An Advanced Hybrid Quantum Tabu Search Approach to Vehicle Routing Problems
James B. Holliday, Eneko Osaba, Khoa Luu
TL;DR
This work tackles the Capacitated Vehicle Routing Problem (CVRP) by embedding a quantum routing step into a classical tabu-search framework, forming Hybrid Quantum-Classic Tabu Search (HQTS). Each route’s TSP subproblem is cast as a QUBO and solved on a D-Wave annealer, with the quantum component used to intensify the search while the classical TS handles route allocation and neighbor exploration. Experiments on the CVRP-CMT dataset show HQTS achieving optimal or near-optimal solutions across multiple problems, with stronger performance when quantum routing is invoked more frequently; CW-based starting solutions often yield robust results. The study demonstrates the potential of integrating quantum optimization within meta-heuristics to tackle large, real-world VRPs, while highlighting resource constraints and the need for improved neighborhood operators for further gains.
Abstract
Quantum computing (QC) is expected to solve incredibly difficult problems, including finding optimal solutions to combinatorial optimization problems.
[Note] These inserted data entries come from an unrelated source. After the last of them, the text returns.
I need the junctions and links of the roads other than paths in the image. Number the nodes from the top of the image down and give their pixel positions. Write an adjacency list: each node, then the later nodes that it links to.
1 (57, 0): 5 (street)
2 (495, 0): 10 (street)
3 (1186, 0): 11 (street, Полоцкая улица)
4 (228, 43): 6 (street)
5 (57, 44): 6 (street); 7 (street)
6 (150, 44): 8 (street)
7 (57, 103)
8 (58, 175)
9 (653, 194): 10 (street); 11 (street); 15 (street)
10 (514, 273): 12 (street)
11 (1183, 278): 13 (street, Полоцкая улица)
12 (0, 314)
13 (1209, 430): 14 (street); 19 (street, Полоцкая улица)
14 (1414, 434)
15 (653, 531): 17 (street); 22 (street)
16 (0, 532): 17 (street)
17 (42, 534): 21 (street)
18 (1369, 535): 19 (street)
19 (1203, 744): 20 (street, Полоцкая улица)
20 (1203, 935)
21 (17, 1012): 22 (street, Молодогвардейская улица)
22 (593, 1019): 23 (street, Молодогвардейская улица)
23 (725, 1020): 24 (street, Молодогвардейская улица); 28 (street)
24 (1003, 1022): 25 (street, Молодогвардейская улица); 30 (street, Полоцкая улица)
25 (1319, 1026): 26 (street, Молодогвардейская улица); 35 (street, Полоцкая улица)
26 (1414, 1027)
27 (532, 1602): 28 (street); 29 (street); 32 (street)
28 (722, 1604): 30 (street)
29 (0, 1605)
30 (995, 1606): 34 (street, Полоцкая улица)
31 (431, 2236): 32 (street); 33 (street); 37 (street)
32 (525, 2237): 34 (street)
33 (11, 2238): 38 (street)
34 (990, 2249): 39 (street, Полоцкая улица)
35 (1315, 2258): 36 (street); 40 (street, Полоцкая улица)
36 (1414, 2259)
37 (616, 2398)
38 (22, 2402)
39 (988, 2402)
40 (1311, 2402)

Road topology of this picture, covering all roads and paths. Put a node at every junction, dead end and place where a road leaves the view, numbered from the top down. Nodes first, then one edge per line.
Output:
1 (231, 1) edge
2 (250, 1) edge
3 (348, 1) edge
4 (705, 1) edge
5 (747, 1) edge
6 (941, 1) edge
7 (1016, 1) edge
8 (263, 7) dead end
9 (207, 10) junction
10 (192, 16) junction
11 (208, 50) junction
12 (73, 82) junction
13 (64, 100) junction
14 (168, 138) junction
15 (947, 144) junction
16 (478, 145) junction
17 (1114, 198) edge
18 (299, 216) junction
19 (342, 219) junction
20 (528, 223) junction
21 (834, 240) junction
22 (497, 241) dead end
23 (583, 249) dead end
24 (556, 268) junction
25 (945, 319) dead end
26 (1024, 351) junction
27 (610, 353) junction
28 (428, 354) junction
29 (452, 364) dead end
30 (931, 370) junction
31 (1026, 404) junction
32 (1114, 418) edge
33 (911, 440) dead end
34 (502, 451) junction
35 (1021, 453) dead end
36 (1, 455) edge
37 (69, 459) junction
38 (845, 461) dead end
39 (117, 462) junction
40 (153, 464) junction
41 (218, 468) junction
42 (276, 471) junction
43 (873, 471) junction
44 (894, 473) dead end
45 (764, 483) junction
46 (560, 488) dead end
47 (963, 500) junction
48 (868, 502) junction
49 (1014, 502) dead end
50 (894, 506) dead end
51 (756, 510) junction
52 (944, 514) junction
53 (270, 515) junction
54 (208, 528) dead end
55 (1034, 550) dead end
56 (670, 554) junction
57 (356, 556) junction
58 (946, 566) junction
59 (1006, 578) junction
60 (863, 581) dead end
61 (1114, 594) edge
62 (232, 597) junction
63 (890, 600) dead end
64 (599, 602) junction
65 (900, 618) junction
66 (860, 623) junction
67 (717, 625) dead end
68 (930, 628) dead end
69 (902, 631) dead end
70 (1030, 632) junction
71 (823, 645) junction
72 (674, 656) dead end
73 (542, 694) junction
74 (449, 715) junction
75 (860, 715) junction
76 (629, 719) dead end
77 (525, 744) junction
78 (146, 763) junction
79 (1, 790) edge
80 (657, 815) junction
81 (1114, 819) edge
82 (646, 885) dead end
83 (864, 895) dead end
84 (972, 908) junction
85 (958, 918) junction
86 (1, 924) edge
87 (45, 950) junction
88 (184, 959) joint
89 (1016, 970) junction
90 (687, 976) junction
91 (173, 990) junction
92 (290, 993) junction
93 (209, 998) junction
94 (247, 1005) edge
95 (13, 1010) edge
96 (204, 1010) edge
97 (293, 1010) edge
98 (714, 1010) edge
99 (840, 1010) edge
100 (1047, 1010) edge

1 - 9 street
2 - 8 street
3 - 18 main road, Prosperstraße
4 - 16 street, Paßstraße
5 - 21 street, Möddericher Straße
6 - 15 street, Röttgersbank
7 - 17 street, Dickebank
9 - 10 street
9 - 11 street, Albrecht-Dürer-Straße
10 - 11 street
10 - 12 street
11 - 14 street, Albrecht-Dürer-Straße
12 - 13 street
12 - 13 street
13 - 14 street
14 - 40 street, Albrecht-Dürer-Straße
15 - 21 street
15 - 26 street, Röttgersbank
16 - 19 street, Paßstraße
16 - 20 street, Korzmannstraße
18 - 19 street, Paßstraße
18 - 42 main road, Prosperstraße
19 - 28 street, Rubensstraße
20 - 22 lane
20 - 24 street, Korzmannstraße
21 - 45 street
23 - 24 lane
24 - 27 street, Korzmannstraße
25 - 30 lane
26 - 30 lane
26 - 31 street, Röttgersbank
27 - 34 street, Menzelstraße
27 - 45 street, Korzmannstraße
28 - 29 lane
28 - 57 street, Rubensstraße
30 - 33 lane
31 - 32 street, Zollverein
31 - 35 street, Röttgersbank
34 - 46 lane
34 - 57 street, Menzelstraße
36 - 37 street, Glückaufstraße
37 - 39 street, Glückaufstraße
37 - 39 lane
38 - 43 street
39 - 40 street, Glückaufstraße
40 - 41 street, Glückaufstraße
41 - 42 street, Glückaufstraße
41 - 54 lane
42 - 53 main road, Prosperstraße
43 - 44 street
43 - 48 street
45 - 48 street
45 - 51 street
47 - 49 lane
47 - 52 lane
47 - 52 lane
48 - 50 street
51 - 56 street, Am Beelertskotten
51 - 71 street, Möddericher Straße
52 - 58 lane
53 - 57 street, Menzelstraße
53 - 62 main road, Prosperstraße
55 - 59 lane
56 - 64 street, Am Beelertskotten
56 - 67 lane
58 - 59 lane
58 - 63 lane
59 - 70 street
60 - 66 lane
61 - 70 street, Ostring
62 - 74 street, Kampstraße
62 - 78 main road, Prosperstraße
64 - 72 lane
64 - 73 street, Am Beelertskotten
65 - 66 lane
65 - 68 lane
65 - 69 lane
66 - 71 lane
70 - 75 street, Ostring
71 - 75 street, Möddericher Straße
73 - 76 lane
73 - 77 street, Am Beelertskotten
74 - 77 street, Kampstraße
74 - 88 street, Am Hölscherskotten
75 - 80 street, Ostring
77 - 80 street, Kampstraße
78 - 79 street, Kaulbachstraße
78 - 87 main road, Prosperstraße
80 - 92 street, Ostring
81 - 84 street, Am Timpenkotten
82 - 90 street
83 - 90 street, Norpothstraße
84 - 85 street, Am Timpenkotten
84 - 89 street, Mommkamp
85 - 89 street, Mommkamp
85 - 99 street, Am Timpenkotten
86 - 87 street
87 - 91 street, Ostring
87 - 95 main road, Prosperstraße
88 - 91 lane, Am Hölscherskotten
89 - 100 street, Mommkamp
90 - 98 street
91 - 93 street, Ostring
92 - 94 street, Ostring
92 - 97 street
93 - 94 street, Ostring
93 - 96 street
However, to date, QC alone is still far to demonstrate this capability except on small-sized problems. Hybrid approaches where QC and classical computing work together have shown the most potential for solving real-world scale problems. This work aims to show that we can enhance a classical optimization algorithm with QC so that it can overcome this limitation. We present a new hybrid quantum-classical tabu search (HQTS) algorithm to solve the capacitated vehicle routing problem (CVRP). Based on our prior work, HQTS leverages QC for routing within a classical tabu search framework. The quantum component formulates the traveling salesman problem (TSP) for each route as a QUBO, solved using D-Wave's Advantage system. Experiments investigate the impact of quantum routing frequency and starting solution methods. While different starting solution methods, including quantum-based and classical heuristics methods, it shows minimal overall impact. HQTS achieved optimal or near-optimal solutions for several CVRP problems, outperforming other hybrid CVRP algorithms and significantly reducing the optimality gap compared to preliminary research. The experimental results demonstrate that more frequent quantum routing improves solution quality and runtime. The findings highlight the potential of integrating QC within meta-heuristic frameworks for complex optimization in vehicle routing problems.